Before it left for its spring recess, the full Senate had been expected to vote on the nomination of Anthony J. Principi, former secretary of veterans affairs, as chairman of the Defense Base Closure and Realignment Commission. The other commissioners, nominated by Bush on March 15, also required Senate confirmation.

Lott has said the United States should not be closing bases while troops are at war. "I will try to stop it at any point and in any way I possibly can," he said in February.

Man arrested, accused of dragging man behind car

GALLUP, N.M. - A 24-year-old man has been arrested in connection with the dragging of a Hispanic man behind a vehicle, which left the victim with burnlike abrasions over half his body.

John Pete Talamante was booked Friday on charges of kidnapping, aggravated battery and assault with intent to commit a violent felony.

Talamante was being held without bail in the McKinley County Detention Center, said Gallup police Chief Sylvester Stanley. More arrests were likely, he said.

The victim, 32-year-old Fausto Arellano, remained hospitalized in critical condition. He had been bound by the ankles and pulled by a rope for some 4,000 feet on Easter morning, according to police.

Gallup, a town of 20,000 just east of the Arizona state line, is known as one of the largest American Indian trading centers in the Southwest.

King honored on 37th anniversary of his death

ATLANTA - The voice of Dr. Martin Luther King Jr. boomed again from the pulpit of Ebenezer Baptist Church on Saturday as dozens of people gathered to commemorate the 37th anniversary of the civil rights leader's assassination.

Excerpts of several King speeches were played over a loudspeaker at the church where King preached from 1960 to 1968, including his "I've Been to the Mountain Top" speech, delivered in Memphis just hours before his death.

After listening to the speeches, the multiracial audience of at least 100 people joined hands and sang the battle hymn of the civil rights movement, We Shall Overcome.

"Martin Luther King, more than any other American of the 20th century, had the power, the ability and the capacity to bring more people together to do good," said U.S. Rep. John Lewis, a lieutenant of King's during the civil rights movement.

Nine killed in two nearby car crashes in Michigan

ALMONT TOWNSHIP, Mich. - Two separate traffic accidents within two minutes and 35 miles of each other killed nine people, authorities said Saturday.

Police believe speed was likely a factor in both crashes.

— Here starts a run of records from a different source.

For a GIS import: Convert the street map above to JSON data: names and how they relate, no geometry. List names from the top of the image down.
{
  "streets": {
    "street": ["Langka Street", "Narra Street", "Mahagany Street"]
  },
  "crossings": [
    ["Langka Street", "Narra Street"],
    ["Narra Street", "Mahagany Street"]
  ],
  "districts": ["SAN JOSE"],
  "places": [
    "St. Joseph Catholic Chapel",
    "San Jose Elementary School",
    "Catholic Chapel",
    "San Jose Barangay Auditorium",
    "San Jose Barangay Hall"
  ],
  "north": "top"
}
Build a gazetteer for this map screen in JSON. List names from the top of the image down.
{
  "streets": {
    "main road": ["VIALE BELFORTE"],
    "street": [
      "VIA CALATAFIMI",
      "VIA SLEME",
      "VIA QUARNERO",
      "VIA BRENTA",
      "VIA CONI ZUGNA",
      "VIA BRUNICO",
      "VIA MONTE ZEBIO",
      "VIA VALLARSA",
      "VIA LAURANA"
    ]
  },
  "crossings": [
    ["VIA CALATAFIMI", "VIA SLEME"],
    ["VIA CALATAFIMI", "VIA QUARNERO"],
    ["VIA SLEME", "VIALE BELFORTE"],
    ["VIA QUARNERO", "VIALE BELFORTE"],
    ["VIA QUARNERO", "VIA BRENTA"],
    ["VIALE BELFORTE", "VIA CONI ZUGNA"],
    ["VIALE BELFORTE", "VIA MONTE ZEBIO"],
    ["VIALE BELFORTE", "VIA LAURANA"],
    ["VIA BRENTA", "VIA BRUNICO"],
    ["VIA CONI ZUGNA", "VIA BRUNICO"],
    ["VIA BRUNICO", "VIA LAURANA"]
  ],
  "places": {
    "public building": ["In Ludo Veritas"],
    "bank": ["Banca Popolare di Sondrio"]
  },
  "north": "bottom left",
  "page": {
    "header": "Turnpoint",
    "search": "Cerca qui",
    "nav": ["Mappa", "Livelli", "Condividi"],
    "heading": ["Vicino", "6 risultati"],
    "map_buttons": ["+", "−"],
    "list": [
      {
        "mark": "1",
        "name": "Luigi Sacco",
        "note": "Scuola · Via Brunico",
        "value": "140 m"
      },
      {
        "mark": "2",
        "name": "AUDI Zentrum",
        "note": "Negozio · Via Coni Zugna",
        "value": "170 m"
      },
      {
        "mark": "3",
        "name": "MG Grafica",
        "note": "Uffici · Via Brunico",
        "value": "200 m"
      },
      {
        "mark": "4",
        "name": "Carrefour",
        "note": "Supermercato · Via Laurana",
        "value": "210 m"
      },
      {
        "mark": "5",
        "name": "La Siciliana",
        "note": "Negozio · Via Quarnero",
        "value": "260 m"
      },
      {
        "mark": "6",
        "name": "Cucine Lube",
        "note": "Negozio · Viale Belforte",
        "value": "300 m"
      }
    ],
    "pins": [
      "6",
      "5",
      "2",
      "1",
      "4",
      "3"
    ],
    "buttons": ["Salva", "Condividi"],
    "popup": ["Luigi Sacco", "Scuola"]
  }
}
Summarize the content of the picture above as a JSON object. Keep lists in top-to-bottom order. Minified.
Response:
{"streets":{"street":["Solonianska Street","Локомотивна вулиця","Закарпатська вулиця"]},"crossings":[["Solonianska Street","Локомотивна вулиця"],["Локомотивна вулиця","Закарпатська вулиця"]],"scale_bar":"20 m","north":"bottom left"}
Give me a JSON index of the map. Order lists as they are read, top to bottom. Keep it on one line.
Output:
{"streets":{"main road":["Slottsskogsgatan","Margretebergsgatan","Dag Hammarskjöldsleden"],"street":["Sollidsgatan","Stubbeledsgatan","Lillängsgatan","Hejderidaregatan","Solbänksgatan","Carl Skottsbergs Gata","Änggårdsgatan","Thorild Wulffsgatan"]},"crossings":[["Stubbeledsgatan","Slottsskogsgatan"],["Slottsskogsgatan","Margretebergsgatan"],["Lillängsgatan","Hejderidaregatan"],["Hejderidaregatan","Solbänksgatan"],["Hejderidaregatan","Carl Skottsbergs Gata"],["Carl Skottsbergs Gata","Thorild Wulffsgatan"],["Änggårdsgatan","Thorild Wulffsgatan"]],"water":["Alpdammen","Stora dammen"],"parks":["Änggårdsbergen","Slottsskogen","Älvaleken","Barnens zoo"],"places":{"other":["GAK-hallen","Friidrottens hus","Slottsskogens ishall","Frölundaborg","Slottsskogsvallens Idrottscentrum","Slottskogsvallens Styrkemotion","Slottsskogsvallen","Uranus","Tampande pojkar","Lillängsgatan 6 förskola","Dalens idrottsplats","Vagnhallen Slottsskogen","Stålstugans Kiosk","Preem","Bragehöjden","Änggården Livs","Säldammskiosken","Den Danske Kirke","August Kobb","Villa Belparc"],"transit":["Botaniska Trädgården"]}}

One car apparently ran off a two-lane road late Friday in Almont Township, slammed into a large rock and several trees and caught fire, police said.

Five people died in that car.

In the second crash, a car crossed a center line while coming over a hill on a curve and struck another car head-on. The car that crossed the center line rolled over onto its roof and caught fire.

Passersby pulled people from the burning car, the Lapeer County Sheriff's Office said.

Two people in each car were dead at the scene, the Sheriff's Office said. Two other people from the car that caught fire were in good condition Saturday at a hospital in Flint.

Almont Township is about 50 miles north of Detroit.